*THE PROBLEM*: Copy, from the entries below, each line where the word "roads" can be found.

-- WORKING DATA follows --

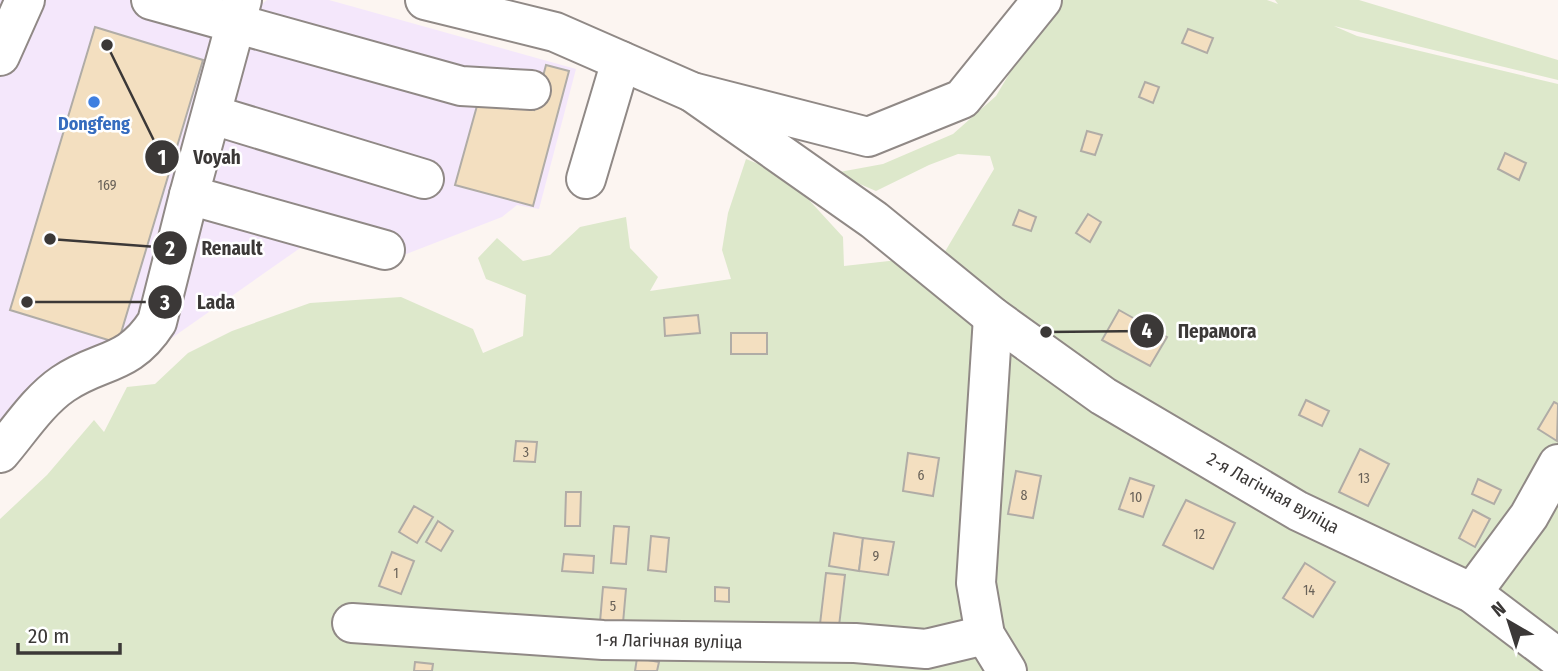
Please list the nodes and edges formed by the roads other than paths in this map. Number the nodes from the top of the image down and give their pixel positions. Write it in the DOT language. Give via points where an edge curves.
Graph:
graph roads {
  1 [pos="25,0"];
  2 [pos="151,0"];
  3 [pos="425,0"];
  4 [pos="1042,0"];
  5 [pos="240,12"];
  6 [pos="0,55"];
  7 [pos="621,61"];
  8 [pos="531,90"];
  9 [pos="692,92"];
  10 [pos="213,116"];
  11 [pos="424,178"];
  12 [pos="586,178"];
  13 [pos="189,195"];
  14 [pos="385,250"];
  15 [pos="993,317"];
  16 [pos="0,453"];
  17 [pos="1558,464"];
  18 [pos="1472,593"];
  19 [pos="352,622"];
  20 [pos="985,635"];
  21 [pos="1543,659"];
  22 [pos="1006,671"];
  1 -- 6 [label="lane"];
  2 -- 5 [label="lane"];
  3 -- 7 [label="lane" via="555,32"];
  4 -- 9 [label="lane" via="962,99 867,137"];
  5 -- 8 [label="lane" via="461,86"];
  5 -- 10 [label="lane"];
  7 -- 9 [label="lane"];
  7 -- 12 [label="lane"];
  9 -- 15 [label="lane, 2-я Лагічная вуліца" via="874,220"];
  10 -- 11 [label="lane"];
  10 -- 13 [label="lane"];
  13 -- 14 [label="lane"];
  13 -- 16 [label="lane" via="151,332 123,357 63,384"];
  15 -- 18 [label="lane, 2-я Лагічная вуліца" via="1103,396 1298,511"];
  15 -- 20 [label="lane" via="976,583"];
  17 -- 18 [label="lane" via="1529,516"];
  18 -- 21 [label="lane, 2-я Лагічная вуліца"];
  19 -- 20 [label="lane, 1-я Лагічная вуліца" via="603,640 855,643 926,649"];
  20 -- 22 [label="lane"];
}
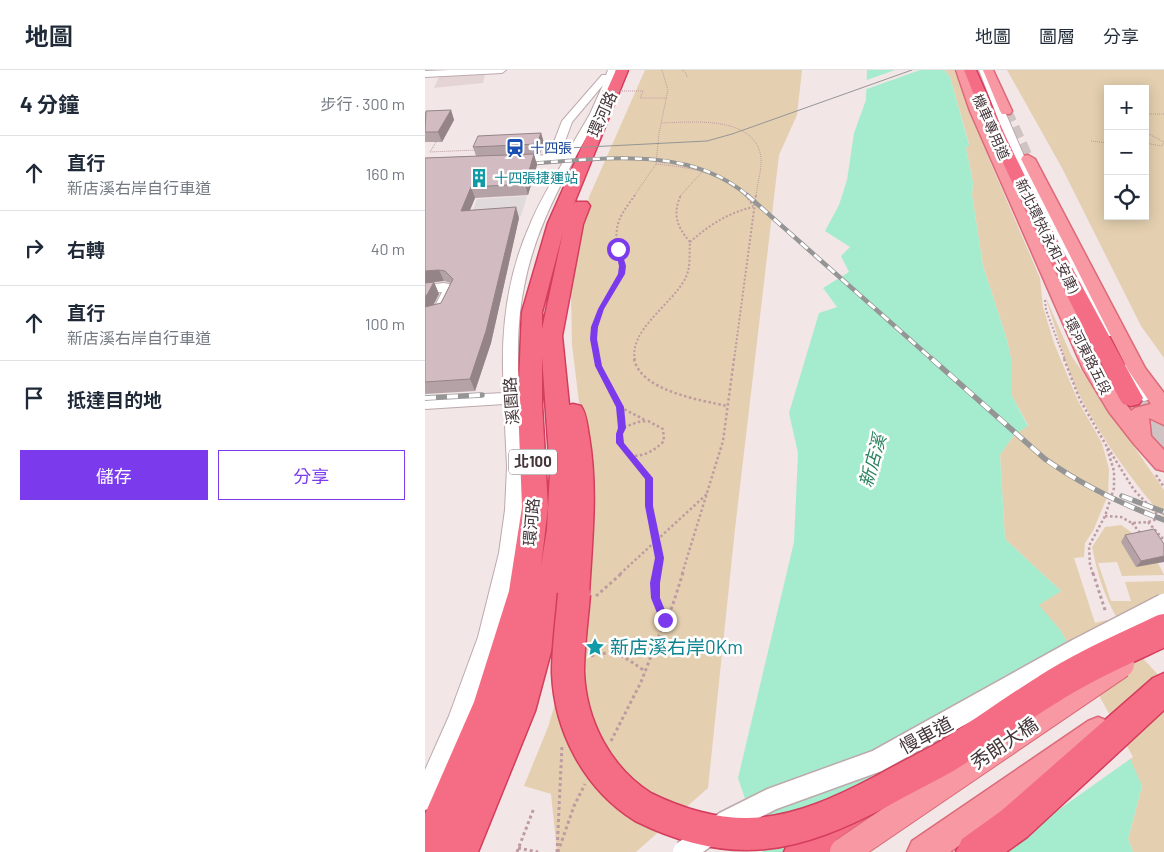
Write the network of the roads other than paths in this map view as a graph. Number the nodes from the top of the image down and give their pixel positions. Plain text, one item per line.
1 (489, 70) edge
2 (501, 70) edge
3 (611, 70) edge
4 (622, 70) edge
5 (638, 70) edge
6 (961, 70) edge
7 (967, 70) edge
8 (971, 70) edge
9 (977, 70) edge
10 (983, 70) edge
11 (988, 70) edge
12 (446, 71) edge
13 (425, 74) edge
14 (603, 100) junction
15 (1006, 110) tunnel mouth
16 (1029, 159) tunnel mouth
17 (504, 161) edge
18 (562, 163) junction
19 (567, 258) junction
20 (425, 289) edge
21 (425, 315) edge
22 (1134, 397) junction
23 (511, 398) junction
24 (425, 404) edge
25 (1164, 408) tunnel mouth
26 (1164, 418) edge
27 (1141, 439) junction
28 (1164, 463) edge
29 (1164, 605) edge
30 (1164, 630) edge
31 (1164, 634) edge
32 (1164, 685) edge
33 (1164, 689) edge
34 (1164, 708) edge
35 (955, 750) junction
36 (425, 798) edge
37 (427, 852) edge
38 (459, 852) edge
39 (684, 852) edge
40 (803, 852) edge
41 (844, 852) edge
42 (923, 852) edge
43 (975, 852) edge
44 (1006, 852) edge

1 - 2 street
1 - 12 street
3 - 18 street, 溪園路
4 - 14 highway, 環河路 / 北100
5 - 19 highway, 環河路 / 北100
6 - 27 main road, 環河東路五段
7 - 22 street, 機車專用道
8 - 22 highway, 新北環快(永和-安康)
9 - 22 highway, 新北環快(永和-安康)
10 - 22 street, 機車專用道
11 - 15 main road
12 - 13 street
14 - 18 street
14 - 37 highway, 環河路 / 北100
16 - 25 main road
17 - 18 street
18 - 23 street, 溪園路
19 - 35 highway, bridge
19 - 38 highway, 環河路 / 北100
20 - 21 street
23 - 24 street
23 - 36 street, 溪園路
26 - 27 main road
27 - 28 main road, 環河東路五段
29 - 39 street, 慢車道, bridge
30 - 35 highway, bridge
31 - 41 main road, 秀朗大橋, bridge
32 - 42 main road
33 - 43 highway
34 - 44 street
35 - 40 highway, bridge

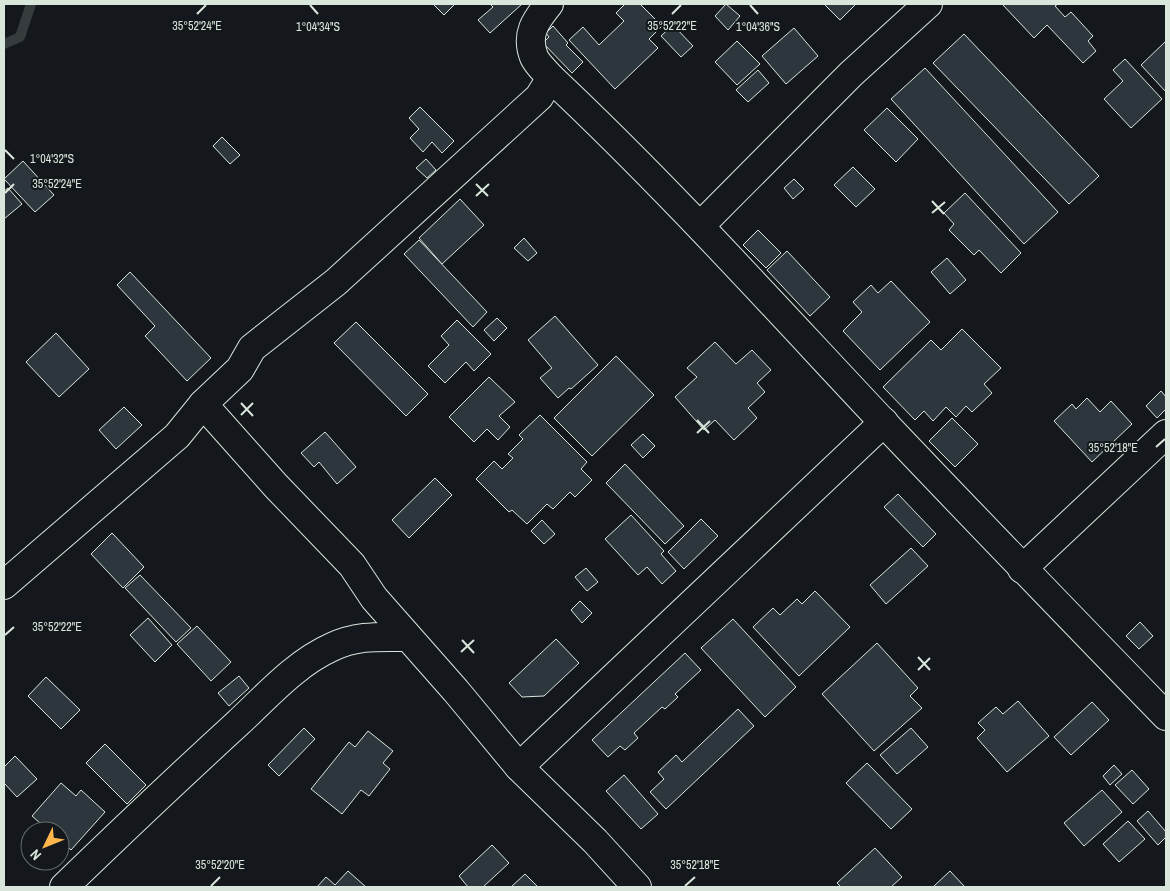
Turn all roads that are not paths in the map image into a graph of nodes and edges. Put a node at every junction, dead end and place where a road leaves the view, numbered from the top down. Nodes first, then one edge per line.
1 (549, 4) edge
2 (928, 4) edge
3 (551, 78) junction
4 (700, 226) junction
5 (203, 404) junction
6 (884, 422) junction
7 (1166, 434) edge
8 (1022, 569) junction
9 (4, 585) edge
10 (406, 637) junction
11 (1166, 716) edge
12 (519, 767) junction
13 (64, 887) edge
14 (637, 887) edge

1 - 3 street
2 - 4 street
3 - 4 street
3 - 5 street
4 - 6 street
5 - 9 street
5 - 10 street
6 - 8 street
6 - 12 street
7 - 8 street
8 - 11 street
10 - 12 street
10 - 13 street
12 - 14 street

-- WORKING DATA concluded --

*COMPLETED EXERCISE*:
Please list the nodes and edges formed by the roads other than paths in this map. Number the nodes from the top of the image down and give their pixel positions. Write it in the DOT language. Give via points where an edge curves.
graph roads {
Write the network of the roads other than paths in this map view as a graph. Number the nodes from the top of the image down and give their pixel positions. Plain text, one item per line.
Turn all roads that are not paths in the map image into a graph of nodes and edges. Put a node at every junction, dead end and place where a road leaves the view, numbered from the top down. Nodes first, then one edge per line.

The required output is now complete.